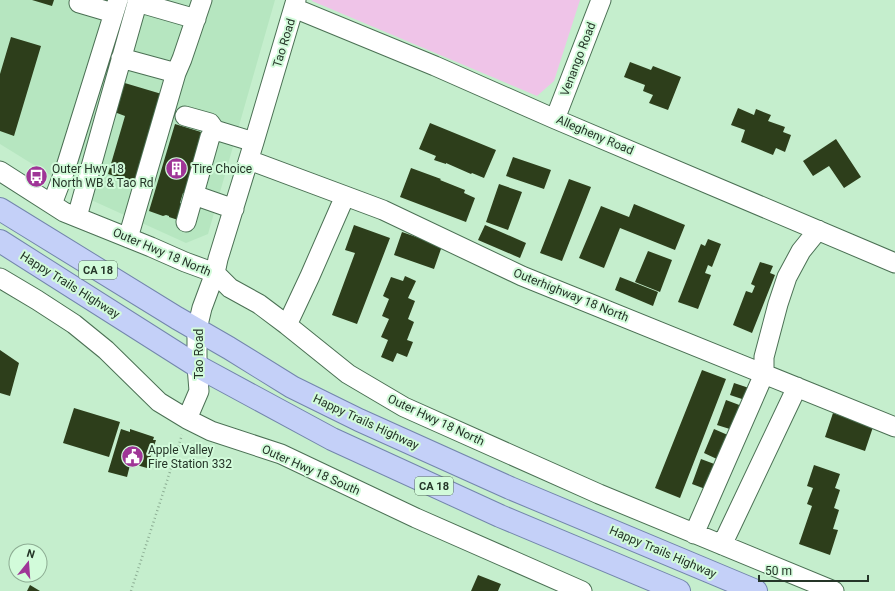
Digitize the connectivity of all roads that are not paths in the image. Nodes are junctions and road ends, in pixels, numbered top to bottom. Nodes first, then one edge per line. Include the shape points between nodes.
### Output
1 (80, 0) edge
2 (202, 0) edge
3 (601, 0) edge
4 (138, 1) edge
5 (295, 4) edge
6 (116, 7) edge
7 (196, 19) junction
8 (121, 58) junction
9 (176, 73) junction
10 (185, 116) dead end
11 (555, 118) junction
12 (215, 130) junction
13 (254, 142) junction
14 (249, 160) junction
15 (0, 171) edge
16 (194, 195) junction
17 (345, 196) junction
18 (52, 204) junction
19 (0, 208) edge
20 (234, 209) junction
21 (77, 217) junction
22 (186, 222) dead end
23 (818, 230) junction
24 (128, 238) junction
25 (0, 241) edge
26 (895, 263) edge
27 (215, 273) junction
28 (0, 278) edge
29 (287, 325) junction
30 (198, 330) junction
31 (197, 366) junction
32 (764, 374) junction
33 (797, 387) junction
34 (186, 419) junction
35 (895, 427) edge
36 (694, 534) junction
37 (722, 545) junction
38 (582, 591) edge
39 (679, 591) edge
40 (756, 591) edge
41 (834, 591) edge

1 - 6 street via 79,3
2 - 7 street
3 - 11 street, Venango Road
4 - 7 street
4 - 8 street
5 - 11 street, Allegheny Road
5 - 13 street, Tao Road
6 - 18 street
7 - 9 street
8 - 9 street
8 - 21 street
9 - 24 street
10 - 12 street via 210,123
11 - 23 street, Allegheny Road
12 - 13 street
12 - 16 street via 210,137
13 - 14 street, Tao Road
14 - 17 street, Outerhighway 18 North
14 - 20 street, Tao Road
15 - 18 street, Outer Hwy 18 North
16 - 20 street
16 - 22 street
17 - 29 street
17 - 32 street, Outerhighway 18 North via 383,210 522,276
18 - 21 street, Outer Hwy 18 North
19 - 30 main road, Happy Trails Highway / CA 18
20 - 27 street, Tao Road
21 - 24 street, Outer Hwy 18 North
23 - 26 street, Allegheny Road
23 - 32 street via 801,251 787,277 764,357
24 - 27 street, Outer Hwy 18 North
25 - 31 main road, Happy Trails Highway / CA 18
27 - 29 street, Outer Hwy 18 North via 230,288
27 - 30 street, Tao Road via 202,308
28 - 34 street, Outer Hwy 18 South via 74,324 106,350 159,402
29 - 36 street, Outer Hwy 18 North via 348,374 404,408
30 - 31 street, Tao Road
30 - 40 main road, Happy Trails Highway / CA 18 via 292,387 359,420 510,488
31 - 34 street, Tao Road via 199,391
31 - 39 main road, Happy Trails Highway / CA 18 via 332,439 500,516
32 - 33 street, Outerhighway 18 North
32 - 36 street
33 - 35 street, Outerhighway 18 North
33 - 37 street
34 - 38 street, Outer Hwy 18 South via 211,431 281,454 416,518
36 - 37 street, Outer Hwy 18 North
37 - 41 street, Outer Hwy 18 North

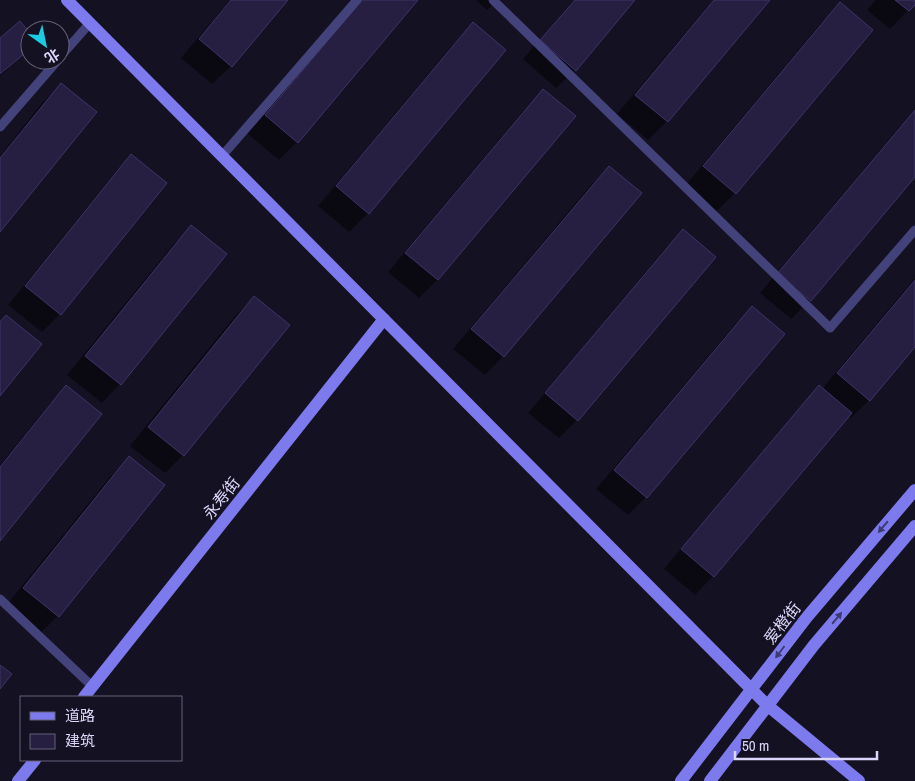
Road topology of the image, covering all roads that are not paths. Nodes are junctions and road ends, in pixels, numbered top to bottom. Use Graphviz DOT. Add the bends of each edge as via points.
graph roads {
  1 [pos="67,0"];
  2 [pos="357,0"];
  3 [pos="493,0"];
  4 [pos="90,23"];
  5 [pos="70,46"];
  6 [pos="49,70"];
  7 [pos="0,127"];
  8 [pos="222,156"];
  9 [pos="915,230"];
  10 [pos="384,319"];
  11 [pos="915,490"];
  12 [pos="915,526"];
  13 [pos="0,599"];
  14 [pos="93,687"];
  15 [pos="751,689"];
  16 [pos="85,696"];
  17 [pos="767,705"];
  18 [pos="34,761"];
  19 [pos="18,781"];
  20 [pos="681,781"];
  21 [pos="710,781"];
  22 [pos="859,781"];
  1 -- 4 [label="street"];
  2 -- 8 [label="lane"];
  3 -- 9 [label="lane" via="830,328"];
  4 -- 5 [label="lane"];
  4 -- 8 [label="street"];
  6 -- 7 [label="lane"];
  8 -- 10 [label="street"];
  10 -- 14 [label="street, 永寿街"];
  10 -- 15 [label="street"];
  11 -- 15 [label="street, 爱橙街, one-way" via="806,617"];
  17 -- 12 [label="street, one-way"];
  13 -- 14 [label="lane"];
  14 -- 16 [label="street, 永寿街"];
  15 -- 17 [label="street"];
  15 -- 20 [label="street, 爱橙街"];
  17 -- 21 [label="street"];
  17 -- 22 [label="street"];
  18 -- 19 [label="street"];
}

···

# EXERCISE GOAL
Line by line, return the listing above exactly, dropping every picture.

# SOLUTION TO THIS PROBLEM
Digitize the connectivity of all roads that are not paths in the image. Nodes are junctions and road ends, in pixels, numbered top to bottom. Nodes first, then one edge per line. Include the shape points between nodes.
### Output
1 (80, 0) edge
2 (202, 0) edge
3 (601, 0) edge
4 (138, 1) edge
5 (295, 4) edge
6 (116, 7) edge
7 (196, 19) junction
8 (121, 58) junction
9 (176, 73) junction
10 (185, 116) dead end
11 (555, 118) junction
12 (215, 130) junction
13 (254, 142) junction
14 (249, 160) junction
15 (0, 171) edge
16 (194, 195) junction
17 (345, 196) junction
18 (52, 204) junction
19 (0, 208) edge
20 (234, 209) junction
21 (77, 217) junction
22 (186, 222) dead end
23 (818, 230) junction
24 (128, 238) junction
25 (0, 241) edge
26 (895, 263) edge
27 (215, 273) junction
28 (0, 278) edge
29 (287, 325) junction
30 (198, 330) junction
31 (197, 366) junction
32 (764, 374) junction
33 (797, 387) junction
34 (186, 419) junction
35 (895, 427) edge
36 (694, 534) junction
37 (722, 545) junction
38 (582, 591) edge
39 (679, 591) edge
40 (756, 591) edge
41 (834, 591) edge

1 - 6 street via 79,3
2 - 7 street
3 - 11 street, Venango Road
4 - 7 street
4 - 8 street
5 - 11 street, Allegheny Road
5 - 13 street, Tao Road
6 - 18 street
7 - 9 street
8 - 9 street
8 - 21 street
9 - 24 street
10 - 12 street via 210,123
11 - 23 street, Allegheny Road
12 - 13 street
12 - 16 street via 210,137
13 - 14 street, Tao Road
14 - 17 street, Outerhighway 18 North
14 - 20 street, Tao Road
15 - 18 street, Outer Hwy 18 North
16 - 20 street
16 - 22 street
17 - 29 street
17 - 32 street, Outerhighway 18 North via 383,210 522,276
18 - 21 street, Outer Hwy 18 North
19 - 30 main road, Happy Trails Highway / CA 18
20 - 27 street, Tao Road
21 - 24 street, Outer Hwy 18 North
23 - 26 street, Allegheny Road
23 - 32 street via 801,251 787,277 764,357
24 - 27 street, Outer Hwy 18 North
25 - 31 main road, Happy Trails Highway / CA 18
27 - 29 street, Outer Hwy 18 North via 230,288
27 - 30 street, Tao Road via 202,308
28 - 34 street, Outer Hwy 18 South via 74,324 106,350 159,402
29 - 36 street, Outer Hwy 18 North via 348,374 404,408
30 - 31 street, Tao Road
30 - 40 main road, Happy Trails Highway / CA 18 via 292,387 359,420 510,488
31 - 34 street, Tao Road via 199,391
31 - 39 main road, Happy Trails Highway / CA 18 via 332,439 500,516
32 - 33 street, Outerhighway 18 North
32 - 36 street
33 - 35 street, Outerhighway 18 North
33 - 37 street
34 - 38 street, Outer Hwy 18 South via 211,431 281,454 416,518
36 - 37 street, Outer Hwy 18 North
37 - 41 street, Outer Hwy 18 North

Road topology of the image, covering all roads that are not paths. Nodes are junctions and road ends, in pixels, numbered top to bottom. Use Graphviz DOT. Add the bends of each edge as via points.
graph roads {
  1 [pos="67,0"];
  2 [pos="357,0"];
  3 [pos="493,0"];
  4 [pos="90,23"];
  5 [pos="70,46"];
  6 [pos="49,70"];
  7 [pos="0,127"];
  8 [pos="222,156"];
  9 [pos="915,230"];
  10 [pos="384,319"];
  11 [pos="915,490"];
  12 [pos="915,526"];
  13 [pos="0,599"];
  14 [pos="93,687"];
  15 [pos="751,689"];
  16 [pos="85,696"];
  17 [pos="767,705"];
  18 [pos="34,761"];
  19 [pos="18,781"];
  20 [pos="681,781"];
  21 [pos="710,781"];
  22 [pos="859,781"];
  1 -- 4 [label="street"];
  2 -- 8 [label="lane"];
  3 -- 9 [label="lane" via="830,328"];
  4 -- 5 [label="lane"];
  4 -- 8 [label="street"];
  6 -- 7 [label="lane"];
  8 -- 10 [label="street"];
  10 -- 14 [label="street, 永寿街"];
  10 -- 15 [label="street"];
  11 -- 15 [label="street, 爱橙街, one-way" via="806,617"];
  17 -- 12 [label="street, one-way"];
  13 -- 14 [label="lane"];
  14 -- 16 [label="street, 永寿街"];
  15 -- 17 [label="street"];
  15 -- 20 [label="street, 爱橙街"];
  17 -- 21 [label="street"];
  17 -- 22 [label="street"];
  18 -- 19 [label="street"];
}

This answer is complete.